OSHA cites concrete plant after fatal accident
By Mark McGregor
SPRINGFIELD — The Occupational Safety and Health Administration has issued two serious violation citations and proposed a combined penalty of $15,200 to the Springfield concrete plant where an off-duty worker sustained fatal injuries.
Matthew Clay, 25, of Pleasant Twp., was injured Oct. 5 when his head was crushed between the plant wall and concrete blocks at the Springfield Concrete Block and Brick Inc. plant, 1100 Mitchell Blvd. He died Oct. 17 from accidental blunt force head trauma, according to the Montgomery County Coroner’s Office.
One of the citation items — obtained by the Springfield News-Sun through a Freedom of Information Act request — indicates Springfield Concrete Block and Brick didn’t have proper safeguards to protect workers from injury where concrete blocks are rolled on a conveyor from inside the plant to the outside.
“On or about Oct. 5, 2012, a laborer was exposed to pinch point hazards when attempting to enter or look into the building where cubes of block on a conveyor are pushed out of the building through a wall opening by the cuber machine,” the citation reads.
Business owner Robert Anderson couldn’t be reached for comment Monday. He said at the scene that the company had never had an accident that serious since he started there in 1967.

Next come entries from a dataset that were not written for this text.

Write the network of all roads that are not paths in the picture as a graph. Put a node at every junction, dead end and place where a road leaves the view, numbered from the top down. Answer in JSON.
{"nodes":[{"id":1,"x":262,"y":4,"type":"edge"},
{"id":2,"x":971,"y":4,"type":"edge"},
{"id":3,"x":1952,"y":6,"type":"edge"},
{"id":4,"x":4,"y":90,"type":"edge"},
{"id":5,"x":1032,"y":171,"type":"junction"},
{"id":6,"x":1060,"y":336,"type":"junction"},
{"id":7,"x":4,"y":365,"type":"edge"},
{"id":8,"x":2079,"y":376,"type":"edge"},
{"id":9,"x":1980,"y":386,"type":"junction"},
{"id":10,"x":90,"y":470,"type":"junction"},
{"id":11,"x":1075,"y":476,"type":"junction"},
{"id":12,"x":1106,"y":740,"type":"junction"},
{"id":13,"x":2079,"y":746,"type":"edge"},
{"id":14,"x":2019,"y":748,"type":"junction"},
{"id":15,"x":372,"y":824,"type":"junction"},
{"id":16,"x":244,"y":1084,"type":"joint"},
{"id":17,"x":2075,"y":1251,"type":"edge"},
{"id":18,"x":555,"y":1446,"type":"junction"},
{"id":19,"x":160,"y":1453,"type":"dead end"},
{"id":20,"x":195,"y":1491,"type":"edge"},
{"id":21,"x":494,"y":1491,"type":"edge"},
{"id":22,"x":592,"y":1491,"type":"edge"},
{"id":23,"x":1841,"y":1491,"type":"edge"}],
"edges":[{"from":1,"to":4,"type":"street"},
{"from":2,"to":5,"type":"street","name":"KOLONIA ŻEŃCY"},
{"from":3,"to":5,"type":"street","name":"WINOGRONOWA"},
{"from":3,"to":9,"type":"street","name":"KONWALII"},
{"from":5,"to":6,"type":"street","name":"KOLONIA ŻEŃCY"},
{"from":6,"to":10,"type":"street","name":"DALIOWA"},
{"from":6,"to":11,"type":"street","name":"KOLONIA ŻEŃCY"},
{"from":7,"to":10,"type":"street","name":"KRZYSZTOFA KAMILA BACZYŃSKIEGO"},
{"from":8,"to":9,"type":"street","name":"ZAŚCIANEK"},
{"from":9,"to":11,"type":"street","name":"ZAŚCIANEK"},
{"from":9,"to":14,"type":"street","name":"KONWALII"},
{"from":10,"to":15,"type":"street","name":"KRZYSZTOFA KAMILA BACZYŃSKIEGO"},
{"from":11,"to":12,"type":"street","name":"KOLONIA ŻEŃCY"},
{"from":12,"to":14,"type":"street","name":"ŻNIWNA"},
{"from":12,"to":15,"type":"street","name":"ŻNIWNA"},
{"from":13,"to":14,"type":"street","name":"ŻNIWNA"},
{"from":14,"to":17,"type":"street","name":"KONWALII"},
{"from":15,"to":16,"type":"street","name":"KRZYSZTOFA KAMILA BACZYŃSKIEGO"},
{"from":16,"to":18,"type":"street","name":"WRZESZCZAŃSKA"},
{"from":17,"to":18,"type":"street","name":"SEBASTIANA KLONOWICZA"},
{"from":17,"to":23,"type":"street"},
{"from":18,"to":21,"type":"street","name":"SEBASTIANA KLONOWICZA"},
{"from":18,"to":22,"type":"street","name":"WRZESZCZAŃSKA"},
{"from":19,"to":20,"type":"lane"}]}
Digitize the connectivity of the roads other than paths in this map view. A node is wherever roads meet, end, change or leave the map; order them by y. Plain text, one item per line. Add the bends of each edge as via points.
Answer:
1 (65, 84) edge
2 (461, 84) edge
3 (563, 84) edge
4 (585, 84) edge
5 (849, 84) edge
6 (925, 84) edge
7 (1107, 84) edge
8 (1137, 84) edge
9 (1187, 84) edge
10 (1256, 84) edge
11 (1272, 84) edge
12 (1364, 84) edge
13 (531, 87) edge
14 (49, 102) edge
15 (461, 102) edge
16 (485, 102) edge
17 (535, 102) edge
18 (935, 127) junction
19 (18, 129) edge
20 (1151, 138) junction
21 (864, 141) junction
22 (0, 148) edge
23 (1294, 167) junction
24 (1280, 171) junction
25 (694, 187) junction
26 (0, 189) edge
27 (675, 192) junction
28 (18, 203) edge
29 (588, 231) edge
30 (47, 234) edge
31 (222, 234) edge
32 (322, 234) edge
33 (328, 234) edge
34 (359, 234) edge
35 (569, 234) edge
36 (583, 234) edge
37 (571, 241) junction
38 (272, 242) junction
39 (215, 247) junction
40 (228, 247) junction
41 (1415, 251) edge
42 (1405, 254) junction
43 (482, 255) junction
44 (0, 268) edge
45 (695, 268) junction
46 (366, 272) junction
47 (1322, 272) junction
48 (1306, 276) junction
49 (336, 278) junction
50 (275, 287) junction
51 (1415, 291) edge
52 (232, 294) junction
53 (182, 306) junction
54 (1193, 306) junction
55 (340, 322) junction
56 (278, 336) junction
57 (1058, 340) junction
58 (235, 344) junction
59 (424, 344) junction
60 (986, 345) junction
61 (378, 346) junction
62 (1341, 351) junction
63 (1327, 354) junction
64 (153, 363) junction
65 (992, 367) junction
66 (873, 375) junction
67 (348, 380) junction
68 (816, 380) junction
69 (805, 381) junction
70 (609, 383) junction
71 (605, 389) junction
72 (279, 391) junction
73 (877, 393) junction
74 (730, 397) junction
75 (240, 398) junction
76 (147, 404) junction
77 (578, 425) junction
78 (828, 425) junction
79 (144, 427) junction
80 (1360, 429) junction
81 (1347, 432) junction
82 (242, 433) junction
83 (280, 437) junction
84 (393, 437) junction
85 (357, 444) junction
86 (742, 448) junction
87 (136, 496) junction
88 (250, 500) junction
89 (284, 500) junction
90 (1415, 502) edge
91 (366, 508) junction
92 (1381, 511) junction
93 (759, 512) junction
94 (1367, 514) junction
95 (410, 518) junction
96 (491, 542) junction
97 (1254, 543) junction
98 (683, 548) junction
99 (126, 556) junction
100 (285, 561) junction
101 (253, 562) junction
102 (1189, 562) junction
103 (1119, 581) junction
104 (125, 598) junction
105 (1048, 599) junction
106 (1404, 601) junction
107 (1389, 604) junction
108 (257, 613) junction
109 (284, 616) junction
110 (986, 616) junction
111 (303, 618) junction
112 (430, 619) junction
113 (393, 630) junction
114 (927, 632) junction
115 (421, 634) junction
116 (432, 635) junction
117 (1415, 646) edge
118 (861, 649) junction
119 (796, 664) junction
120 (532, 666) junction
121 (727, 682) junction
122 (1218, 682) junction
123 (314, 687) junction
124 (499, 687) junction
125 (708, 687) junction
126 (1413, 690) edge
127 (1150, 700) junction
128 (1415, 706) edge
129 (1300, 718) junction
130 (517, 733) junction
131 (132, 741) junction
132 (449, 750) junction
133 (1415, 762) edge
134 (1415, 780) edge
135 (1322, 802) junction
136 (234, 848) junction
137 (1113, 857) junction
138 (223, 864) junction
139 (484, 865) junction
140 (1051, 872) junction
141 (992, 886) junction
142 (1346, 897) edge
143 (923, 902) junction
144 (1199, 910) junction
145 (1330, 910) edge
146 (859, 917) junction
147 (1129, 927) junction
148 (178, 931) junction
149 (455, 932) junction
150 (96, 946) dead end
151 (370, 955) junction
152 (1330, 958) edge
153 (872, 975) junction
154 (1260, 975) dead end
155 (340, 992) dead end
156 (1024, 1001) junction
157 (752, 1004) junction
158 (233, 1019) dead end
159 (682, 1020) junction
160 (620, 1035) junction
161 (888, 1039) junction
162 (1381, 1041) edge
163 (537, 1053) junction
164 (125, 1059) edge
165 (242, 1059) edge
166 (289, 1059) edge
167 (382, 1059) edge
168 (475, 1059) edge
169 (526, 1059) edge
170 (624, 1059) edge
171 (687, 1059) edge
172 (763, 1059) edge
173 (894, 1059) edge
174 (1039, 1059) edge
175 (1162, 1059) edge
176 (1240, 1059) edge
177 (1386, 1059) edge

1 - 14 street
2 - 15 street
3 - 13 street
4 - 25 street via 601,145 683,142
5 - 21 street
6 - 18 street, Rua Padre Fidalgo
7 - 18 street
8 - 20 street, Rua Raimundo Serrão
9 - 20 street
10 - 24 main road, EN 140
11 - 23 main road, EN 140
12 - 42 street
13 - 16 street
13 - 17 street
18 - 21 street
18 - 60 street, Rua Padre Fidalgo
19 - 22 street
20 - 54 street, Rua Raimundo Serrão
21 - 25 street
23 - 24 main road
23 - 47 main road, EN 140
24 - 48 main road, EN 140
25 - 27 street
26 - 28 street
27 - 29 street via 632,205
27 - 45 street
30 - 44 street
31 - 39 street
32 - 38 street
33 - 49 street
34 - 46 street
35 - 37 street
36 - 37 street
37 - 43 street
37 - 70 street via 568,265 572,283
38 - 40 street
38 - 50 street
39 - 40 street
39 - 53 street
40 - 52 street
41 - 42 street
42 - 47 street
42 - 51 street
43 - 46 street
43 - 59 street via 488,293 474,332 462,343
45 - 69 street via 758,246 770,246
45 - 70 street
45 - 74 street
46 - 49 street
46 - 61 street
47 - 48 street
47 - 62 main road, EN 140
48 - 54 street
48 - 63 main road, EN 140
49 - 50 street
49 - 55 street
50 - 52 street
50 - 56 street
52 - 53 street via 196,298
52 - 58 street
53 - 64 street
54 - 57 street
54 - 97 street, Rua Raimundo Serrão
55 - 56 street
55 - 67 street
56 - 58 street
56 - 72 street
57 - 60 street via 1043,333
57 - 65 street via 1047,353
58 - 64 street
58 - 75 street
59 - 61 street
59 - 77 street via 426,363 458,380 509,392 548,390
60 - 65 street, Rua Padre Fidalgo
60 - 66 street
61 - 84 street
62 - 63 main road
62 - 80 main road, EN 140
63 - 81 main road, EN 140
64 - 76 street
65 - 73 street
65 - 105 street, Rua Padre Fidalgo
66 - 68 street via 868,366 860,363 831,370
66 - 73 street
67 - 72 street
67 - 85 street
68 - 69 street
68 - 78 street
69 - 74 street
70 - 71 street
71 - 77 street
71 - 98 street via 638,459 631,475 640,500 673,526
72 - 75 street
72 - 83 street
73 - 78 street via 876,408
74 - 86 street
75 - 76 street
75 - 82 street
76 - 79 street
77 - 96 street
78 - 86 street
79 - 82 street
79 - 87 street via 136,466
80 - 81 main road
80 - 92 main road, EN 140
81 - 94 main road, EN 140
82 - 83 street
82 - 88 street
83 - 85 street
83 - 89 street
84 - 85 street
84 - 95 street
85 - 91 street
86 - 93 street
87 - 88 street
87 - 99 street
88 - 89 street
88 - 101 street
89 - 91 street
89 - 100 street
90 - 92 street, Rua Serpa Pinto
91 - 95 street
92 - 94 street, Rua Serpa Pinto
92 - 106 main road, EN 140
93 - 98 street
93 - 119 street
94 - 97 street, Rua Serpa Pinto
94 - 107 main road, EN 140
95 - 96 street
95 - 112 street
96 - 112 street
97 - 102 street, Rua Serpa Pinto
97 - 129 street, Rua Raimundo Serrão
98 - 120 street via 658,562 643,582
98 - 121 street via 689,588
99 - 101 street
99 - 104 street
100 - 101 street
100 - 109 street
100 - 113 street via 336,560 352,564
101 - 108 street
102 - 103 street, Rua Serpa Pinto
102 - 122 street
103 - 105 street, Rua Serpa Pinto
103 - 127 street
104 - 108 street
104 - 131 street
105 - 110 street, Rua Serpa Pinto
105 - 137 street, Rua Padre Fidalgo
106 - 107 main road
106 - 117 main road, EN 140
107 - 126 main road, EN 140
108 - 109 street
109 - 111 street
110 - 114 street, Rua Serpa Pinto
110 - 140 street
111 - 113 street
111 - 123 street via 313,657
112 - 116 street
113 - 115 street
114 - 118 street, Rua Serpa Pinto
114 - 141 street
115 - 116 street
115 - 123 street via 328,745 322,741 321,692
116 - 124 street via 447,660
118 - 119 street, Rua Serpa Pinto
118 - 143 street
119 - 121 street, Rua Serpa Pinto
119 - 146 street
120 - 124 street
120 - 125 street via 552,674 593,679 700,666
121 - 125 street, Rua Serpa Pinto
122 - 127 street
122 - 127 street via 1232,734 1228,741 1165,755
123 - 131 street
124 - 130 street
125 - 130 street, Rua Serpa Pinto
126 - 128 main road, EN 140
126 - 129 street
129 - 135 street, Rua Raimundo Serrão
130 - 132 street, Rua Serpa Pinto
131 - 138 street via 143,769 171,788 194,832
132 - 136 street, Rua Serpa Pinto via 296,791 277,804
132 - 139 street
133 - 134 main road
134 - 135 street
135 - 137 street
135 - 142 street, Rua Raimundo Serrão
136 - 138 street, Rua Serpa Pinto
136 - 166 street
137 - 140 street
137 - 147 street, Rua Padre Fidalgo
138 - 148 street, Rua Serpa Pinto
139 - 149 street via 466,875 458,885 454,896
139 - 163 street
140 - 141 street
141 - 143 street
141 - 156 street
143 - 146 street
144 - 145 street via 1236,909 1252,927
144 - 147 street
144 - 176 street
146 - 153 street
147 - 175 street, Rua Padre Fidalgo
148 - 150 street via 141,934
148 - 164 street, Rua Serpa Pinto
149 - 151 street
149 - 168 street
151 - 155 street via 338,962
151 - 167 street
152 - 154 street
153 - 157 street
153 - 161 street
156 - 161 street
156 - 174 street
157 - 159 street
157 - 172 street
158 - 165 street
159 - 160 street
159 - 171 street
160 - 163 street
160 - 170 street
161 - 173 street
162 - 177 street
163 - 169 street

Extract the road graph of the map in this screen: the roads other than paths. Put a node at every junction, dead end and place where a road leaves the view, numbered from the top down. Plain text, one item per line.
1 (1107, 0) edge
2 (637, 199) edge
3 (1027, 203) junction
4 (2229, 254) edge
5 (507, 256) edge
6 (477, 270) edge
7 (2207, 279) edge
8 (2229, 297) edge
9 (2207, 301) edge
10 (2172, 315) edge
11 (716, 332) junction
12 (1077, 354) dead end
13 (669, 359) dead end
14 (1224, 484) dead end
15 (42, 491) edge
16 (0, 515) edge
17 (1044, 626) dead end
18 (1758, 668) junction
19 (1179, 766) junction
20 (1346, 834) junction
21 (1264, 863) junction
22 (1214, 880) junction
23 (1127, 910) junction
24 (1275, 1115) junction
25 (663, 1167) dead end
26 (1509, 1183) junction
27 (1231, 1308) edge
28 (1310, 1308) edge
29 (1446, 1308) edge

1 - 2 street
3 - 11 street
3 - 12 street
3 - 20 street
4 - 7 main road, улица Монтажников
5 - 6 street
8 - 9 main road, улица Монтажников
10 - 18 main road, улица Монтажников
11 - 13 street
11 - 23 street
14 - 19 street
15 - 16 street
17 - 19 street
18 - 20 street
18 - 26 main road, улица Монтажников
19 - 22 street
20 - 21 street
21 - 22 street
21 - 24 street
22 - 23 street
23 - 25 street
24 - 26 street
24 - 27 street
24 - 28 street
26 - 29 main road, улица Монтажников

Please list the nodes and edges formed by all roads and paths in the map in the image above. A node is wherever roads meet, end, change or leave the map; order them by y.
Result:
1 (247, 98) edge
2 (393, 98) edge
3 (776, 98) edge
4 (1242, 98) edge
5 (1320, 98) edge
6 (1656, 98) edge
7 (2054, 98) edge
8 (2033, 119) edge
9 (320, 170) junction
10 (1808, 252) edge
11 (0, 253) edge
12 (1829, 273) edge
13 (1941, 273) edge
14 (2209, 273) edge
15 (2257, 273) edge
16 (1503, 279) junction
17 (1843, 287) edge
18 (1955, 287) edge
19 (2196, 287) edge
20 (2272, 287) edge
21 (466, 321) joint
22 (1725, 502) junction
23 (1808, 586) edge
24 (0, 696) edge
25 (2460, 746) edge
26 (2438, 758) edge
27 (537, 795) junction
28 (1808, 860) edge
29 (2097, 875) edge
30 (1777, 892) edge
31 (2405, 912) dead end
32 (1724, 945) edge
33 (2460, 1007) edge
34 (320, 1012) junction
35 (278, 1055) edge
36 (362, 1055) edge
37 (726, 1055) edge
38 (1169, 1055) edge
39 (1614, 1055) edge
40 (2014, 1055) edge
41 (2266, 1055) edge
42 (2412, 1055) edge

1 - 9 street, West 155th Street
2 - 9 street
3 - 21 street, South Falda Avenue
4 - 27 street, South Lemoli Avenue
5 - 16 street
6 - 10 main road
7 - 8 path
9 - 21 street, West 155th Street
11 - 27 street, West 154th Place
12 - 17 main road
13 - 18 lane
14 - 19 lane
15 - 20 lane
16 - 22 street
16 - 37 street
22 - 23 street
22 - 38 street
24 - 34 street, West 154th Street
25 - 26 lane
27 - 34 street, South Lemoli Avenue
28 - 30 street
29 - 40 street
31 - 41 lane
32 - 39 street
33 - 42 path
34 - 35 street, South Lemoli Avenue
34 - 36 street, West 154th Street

Other citation items issued to the company last month include:
• A mixing operator was exposed to potentially falling into the the concrete mixing tank when adding water because of a single guardrail in place that was 24 inches high; was exposed to rotating mixing blades due to inadequate guarding in place where dry product and water are added; and other employees were exposed to a more than nine-foot fall hazard due to only a single 35-inch high guardrail in use along a walkway.
• The employer had no written energy control program in place with the proper procedures to be followed during maintenance, cleaning and other services; didn’t ensure that each forklift operator was competent to operate them safely; didn’t administer a continuing, effective hearing conservation program; didn’t provide employees with effective information and training on hazardous chemicals; and didn’t establish and implement a written hazard communication program.
OSHA requested that the company address the concrete mixing tank guardrail issues by Jan. 29 but the report doesn’t indicate if the issue has been corrected. The chemical training was to be corrected by Feb. 19 and all other issues by March 12.
According to Bill Wilkerson, area director for OSHA’s Cincinnati office, the company has 15 working days to meet with OSHA officials in an informal conference to discuss resolving the issues, accept the citations as proposed or appeal the proposed citations in court.
The full report is not a public document until the appeal process is completed, Wilkerson said.